(ASSIGNMENT): Taking the line with "Turn the roads" as the first and the last line of the entries as the final one, copy that span exactly.

(RECORDS):
· · · · ·

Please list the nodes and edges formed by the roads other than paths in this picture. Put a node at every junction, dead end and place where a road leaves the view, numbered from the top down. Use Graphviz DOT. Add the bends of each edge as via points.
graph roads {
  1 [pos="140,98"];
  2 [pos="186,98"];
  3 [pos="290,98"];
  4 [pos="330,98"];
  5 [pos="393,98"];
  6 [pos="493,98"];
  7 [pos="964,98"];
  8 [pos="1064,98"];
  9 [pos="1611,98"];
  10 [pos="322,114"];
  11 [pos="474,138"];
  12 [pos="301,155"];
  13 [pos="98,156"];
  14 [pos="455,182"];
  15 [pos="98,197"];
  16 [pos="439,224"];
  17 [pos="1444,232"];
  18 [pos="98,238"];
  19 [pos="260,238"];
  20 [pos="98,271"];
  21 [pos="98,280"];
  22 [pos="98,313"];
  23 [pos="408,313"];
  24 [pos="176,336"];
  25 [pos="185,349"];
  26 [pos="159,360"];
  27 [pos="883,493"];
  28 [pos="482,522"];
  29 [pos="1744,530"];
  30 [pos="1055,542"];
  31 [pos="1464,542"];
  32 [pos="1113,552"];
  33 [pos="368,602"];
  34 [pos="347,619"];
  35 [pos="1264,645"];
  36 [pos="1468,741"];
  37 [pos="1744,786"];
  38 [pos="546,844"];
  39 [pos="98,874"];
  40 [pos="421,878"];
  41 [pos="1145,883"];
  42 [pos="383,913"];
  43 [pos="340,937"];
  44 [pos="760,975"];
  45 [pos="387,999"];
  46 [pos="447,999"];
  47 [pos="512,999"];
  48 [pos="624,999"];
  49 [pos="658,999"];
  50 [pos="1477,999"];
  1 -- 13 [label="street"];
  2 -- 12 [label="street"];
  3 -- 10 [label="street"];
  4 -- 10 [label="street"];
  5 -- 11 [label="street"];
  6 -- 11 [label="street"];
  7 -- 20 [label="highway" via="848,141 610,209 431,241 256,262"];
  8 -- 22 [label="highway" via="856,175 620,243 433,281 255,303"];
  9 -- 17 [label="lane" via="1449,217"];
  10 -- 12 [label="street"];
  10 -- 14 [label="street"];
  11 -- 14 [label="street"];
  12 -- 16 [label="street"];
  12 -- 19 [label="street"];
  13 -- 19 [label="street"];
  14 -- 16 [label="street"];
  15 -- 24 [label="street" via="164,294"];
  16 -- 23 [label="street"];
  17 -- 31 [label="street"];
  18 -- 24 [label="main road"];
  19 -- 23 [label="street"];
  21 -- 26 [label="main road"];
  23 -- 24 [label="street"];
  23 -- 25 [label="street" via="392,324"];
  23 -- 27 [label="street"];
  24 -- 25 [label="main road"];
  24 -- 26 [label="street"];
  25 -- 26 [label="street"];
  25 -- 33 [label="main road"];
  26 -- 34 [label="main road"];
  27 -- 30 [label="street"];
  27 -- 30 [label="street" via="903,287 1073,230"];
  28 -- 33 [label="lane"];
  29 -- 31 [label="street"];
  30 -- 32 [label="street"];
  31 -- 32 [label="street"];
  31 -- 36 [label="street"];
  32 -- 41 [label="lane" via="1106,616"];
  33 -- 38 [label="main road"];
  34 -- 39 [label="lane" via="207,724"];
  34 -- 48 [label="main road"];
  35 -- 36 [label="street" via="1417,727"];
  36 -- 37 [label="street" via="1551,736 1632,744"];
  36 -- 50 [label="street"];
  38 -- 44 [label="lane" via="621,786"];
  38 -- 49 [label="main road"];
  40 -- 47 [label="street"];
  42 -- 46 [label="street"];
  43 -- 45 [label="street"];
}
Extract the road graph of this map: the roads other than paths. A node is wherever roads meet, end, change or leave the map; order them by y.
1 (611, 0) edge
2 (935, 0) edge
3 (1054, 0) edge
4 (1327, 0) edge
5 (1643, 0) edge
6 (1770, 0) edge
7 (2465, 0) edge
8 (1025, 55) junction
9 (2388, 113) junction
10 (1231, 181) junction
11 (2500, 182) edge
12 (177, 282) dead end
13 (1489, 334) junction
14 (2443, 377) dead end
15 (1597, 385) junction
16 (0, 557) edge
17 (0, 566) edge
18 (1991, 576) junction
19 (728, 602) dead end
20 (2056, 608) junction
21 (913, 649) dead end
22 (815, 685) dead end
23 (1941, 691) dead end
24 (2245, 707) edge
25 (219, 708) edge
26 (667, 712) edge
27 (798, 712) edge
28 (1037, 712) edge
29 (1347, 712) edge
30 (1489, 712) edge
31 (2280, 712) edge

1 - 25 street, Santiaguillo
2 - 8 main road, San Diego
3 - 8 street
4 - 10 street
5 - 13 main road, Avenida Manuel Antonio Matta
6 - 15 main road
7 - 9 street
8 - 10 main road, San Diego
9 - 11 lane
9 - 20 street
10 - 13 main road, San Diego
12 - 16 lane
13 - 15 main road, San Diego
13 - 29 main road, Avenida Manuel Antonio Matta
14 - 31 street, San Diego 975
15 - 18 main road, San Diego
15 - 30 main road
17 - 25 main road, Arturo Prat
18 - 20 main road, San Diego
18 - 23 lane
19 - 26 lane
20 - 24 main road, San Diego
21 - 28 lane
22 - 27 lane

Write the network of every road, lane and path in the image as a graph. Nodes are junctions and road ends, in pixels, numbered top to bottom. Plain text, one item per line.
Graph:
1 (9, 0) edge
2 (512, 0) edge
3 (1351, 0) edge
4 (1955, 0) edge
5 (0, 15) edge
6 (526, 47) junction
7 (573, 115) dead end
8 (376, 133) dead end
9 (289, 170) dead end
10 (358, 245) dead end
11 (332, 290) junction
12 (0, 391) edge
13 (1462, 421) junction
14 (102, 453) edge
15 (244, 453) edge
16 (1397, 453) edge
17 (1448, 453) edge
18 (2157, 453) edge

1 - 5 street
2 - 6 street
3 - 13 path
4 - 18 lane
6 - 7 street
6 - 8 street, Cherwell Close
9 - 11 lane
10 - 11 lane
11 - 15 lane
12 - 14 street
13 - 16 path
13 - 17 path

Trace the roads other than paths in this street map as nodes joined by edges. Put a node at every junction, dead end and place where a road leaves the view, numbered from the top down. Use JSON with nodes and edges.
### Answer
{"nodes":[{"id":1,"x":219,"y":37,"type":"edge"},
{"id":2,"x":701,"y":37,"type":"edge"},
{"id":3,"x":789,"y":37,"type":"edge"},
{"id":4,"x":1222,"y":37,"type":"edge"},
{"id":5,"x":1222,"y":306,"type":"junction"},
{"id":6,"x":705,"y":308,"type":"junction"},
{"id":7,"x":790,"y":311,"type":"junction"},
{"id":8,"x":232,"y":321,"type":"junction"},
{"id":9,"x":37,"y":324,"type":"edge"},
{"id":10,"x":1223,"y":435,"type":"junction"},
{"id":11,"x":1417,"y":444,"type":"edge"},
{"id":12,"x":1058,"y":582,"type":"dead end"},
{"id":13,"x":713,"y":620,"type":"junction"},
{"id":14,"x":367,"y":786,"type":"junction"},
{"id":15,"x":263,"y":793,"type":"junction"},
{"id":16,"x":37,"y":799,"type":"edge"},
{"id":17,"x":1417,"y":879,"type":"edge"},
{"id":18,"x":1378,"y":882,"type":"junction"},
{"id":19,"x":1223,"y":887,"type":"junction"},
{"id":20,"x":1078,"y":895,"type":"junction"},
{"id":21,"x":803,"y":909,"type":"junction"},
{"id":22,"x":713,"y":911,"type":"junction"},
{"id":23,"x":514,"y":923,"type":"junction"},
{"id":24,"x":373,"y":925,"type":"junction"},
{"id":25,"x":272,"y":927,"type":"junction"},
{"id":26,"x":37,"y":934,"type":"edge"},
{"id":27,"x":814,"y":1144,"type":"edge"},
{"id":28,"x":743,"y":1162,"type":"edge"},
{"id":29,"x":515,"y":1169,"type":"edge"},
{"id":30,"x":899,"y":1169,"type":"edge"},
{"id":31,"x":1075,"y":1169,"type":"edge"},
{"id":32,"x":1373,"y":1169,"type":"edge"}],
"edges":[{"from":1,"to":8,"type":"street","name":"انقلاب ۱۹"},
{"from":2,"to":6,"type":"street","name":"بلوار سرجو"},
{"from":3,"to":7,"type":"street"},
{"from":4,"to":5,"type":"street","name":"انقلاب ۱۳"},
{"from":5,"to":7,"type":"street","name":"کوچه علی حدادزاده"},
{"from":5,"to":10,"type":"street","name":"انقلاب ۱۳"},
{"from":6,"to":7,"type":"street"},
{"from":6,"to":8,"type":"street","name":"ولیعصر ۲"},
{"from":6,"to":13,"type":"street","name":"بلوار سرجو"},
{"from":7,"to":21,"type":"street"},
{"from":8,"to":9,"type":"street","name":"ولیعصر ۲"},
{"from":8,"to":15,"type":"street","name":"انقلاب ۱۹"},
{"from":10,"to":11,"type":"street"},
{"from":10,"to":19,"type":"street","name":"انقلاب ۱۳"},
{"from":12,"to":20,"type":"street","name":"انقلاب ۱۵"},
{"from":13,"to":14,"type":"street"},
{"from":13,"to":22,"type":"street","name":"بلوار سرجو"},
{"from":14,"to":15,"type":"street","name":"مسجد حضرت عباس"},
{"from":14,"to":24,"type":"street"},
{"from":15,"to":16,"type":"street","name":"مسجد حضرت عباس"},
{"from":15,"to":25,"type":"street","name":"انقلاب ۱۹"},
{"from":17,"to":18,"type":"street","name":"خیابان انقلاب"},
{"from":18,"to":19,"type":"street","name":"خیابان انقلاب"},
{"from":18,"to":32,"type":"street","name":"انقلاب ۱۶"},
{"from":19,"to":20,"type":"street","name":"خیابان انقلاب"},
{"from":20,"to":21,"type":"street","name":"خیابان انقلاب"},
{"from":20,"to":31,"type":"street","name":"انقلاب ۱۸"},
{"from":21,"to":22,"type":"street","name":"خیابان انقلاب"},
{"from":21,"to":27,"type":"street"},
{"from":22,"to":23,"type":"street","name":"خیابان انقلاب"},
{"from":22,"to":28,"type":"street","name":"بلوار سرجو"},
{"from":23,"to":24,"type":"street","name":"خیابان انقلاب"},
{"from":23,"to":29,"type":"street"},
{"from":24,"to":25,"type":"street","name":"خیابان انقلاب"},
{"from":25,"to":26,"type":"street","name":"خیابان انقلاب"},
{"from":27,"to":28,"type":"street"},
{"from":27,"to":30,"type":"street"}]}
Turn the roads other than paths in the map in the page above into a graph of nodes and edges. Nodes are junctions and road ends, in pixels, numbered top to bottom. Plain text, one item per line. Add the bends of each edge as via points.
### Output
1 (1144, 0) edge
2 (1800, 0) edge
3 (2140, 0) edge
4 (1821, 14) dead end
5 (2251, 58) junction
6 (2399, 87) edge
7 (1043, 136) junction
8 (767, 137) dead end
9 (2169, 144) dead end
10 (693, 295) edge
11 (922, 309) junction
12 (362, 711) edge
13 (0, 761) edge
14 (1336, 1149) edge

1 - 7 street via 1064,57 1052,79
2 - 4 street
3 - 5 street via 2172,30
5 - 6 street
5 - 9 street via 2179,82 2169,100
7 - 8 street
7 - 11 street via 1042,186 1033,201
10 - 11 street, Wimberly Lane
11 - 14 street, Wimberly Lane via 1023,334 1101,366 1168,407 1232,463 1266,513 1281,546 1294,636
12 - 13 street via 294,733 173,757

· · · · ·

(TASK RESULT):
Turn the roads other than paths in the map in the page above into a graph of nodes and edges. Nodes are junctions and road ends, in pixels, numbered top to bottom. Plain text, one item per line. Add the bends of each edge as via points.
### Output
1 (1144, 0) edge
2 (1800, 0) edge
3 (2140, 0) edge
4 (1821, 14) dead end
5 (2251, 58) junction
6 (2399, 87) edge
7 (1043, 136) junction
8 (767, 137) dead end
9 (2169, 144) dead end
10 (693, 295) edge
11 (922, 309) junction
12 (362, 711) edge
13 (0, 761) edge
14 (1336, 1149) edge

1 - 7 street via 1064,57 1052,79
2 - 4 street
3 - 5 street via 2172,30
5 - 6 street
5 - 9 street via 2179,82 2169,100
7 - 8 street
7 - 11 street via 1042,186 1033,201
10 - 11 street, Wimberly Lane
11 - 14 street, Wimberly Lane via 1023,334 1101,366 1168,407 1232,463 1266,513 1281,546 1294,636
12 - 13 street via 294,733 173,757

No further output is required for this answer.